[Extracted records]
···
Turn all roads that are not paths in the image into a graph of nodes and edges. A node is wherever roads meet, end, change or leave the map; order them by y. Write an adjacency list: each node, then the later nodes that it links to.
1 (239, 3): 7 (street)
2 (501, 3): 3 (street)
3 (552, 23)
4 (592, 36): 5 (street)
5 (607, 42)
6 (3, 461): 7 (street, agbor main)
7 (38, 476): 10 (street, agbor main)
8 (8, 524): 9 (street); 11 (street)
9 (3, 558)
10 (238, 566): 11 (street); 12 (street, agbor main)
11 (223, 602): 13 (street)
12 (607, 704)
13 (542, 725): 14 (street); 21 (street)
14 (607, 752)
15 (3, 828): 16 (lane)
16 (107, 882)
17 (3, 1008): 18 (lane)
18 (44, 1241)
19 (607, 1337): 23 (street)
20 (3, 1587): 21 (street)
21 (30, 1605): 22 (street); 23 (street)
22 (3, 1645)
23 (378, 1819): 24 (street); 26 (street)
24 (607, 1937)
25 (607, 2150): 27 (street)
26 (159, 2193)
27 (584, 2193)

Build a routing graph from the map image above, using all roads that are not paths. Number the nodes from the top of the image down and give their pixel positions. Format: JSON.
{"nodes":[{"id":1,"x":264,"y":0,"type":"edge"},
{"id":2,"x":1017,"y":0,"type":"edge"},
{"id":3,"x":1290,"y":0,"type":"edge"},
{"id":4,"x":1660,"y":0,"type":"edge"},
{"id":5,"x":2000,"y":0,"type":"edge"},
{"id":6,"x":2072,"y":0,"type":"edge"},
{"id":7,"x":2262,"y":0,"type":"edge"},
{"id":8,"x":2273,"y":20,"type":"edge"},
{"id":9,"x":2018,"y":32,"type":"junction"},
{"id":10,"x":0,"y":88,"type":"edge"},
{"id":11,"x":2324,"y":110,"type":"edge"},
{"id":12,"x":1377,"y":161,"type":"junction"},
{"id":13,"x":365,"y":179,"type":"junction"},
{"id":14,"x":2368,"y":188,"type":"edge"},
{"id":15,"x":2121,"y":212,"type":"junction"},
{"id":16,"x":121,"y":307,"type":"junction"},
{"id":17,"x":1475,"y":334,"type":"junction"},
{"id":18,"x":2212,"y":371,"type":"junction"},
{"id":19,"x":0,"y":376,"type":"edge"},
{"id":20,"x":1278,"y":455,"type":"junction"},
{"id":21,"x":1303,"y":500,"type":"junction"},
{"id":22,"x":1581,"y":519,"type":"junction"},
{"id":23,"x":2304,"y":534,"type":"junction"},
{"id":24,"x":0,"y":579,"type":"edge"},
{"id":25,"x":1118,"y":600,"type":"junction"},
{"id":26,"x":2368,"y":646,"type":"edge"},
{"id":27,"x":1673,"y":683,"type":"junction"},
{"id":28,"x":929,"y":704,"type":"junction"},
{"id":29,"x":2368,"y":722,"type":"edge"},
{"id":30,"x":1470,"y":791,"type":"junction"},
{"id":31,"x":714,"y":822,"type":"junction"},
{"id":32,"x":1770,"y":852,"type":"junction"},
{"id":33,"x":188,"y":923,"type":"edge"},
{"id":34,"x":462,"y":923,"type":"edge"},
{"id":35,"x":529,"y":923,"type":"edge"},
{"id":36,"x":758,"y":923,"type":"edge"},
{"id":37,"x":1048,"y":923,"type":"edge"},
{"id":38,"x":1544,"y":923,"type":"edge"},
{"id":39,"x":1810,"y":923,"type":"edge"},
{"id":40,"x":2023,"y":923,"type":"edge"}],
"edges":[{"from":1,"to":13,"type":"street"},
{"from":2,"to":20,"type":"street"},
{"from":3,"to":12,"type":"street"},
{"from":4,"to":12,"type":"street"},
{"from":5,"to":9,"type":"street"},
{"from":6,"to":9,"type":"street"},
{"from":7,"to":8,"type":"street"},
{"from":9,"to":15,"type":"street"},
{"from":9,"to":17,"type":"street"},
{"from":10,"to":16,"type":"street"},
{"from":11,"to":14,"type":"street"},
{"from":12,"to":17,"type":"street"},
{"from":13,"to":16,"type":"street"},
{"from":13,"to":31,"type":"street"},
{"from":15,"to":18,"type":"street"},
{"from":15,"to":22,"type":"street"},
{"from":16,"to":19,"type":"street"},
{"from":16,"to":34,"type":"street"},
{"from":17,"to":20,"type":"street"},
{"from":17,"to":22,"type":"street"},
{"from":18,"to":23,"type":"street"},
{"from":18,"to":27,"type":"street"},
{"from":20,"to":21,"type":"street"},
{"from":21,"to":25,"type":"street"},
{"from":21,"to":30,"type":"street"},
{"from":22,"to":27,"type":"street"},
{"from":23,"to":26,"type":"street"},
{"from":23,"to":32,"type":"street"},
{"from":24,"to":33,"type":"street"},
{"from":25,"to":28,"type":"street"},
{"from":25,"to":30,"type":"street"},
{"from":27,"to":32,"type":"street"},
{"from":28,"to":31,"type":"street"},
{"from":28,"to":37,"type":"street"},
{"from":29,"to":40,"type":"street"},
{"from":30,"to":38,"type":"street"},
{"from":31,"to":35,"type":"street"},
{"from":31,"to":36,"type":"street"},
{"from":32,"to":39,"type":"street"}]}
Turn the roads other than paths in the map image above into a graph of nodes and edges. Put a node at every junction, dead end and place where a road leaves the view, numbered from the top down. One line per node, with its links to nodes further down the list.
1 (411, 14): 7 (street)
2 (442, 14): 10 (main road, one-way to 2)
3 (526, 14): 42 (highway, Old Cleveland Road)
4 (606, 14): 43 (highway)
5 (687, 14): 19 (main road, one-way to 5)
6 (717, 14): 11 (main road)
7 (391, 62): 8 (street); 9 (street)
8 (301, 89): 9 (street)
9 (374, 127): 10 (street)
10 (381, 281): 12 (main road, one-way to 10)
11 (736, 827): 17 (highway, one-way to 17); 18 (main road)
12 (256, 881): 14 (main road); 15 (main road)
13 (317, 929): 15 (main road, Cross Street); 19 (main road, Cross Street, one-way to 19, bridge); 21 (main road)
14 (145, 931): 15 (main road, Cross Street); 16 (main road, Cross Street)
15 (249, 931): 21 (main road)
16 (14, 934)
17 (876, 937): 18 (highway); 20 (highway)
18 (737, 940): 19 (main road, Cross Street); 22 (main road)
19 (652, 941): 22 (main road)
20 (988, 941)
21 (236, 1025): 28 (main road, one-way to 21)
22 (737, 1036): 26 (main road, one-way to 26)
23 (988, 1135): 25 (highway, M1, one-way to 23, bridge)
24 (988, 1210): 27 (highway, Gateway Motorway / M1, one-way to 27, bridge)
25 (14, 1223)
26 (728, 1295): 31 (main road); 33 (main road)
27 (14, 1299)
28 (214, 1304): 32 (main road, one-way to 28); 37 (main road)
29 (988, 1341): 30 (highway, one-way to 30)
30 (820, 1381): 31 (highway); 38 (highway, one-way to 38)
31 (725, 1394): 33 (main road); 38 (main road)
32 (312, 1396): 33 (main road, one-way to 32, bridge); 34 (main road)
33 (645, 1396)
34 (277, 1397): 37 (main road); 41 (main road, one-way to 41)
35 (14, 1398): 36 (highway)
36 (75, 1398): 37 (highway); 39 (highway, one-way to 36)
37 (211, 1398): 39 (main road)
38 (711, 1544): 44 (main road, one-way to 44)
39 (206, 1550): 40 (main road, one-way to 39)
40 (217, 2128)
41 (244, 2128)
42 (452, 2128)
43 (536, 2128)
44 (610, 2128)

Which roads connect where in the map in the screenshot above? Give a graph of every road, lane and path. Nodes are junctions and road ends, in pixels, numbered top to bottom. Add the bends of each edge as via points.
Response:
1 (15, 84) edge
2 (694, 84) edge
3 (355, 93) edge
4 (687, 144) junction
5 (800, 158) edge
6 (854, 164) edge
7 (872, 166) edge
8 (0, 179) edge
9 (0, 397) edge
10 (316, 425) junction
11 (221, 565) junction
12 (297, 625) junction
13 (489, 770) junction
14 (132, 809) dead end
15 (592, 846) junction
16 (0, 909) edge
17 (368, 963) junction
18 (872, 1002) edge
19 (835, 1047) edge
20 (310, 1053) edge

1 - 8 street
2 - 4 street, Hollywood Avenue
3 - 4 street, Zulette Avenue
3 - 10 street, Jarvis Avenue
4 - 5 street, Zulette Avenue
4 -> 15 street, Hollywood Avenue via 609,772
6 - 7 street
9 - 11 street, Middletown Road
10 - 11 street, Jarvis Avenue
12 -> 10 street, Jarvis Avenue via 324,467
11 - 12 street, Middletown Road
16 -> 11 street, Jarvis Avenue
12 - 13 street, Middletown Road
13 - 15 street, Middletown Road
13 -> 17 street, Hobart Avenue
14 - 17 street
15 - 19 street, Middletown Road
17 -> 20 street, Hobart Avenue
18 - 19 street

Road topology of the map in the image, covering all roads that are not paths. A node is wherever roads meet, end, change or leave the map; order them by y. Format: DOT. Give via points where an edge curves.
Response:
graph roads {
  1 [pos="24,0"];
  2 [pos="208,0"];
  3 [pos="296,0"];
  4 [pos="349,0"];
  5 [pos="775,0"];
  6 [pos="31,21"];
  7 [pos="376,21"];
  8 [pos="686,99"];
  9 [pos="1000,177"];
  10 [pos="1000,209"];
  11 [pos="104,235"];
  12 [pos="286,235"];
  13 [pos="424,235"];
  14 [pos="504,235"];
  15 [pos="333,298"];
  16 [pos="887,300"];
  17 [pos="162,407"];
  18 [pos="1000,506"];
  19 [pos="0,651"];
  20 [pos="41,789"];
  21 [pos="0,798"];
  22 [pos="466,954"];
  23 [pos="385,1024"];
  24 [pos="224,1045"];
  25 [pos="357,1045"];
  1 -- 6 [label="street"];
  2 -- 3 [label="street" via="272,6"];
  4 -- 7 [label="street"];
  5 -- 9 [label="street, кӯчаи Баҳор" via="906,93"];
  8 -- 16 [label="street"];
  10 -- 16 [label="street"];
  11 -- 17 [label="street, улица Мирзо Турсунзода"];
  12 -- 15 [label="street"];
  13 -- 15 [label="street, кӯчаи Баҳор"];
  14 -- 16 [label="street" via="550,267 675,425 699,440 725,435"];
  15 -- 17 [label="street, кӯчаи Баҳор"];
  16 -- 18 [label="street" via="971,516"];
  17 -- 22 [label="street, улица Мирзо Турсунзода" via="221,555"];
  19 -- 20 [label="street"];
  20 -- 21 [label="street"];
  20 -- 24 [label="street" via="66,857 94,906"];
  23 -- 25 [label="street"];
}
···
Show every line in the records above that contains the word "Zulette".

3 - 4 street, Zulette Avenue
4 - 5 street, Zulette Avenue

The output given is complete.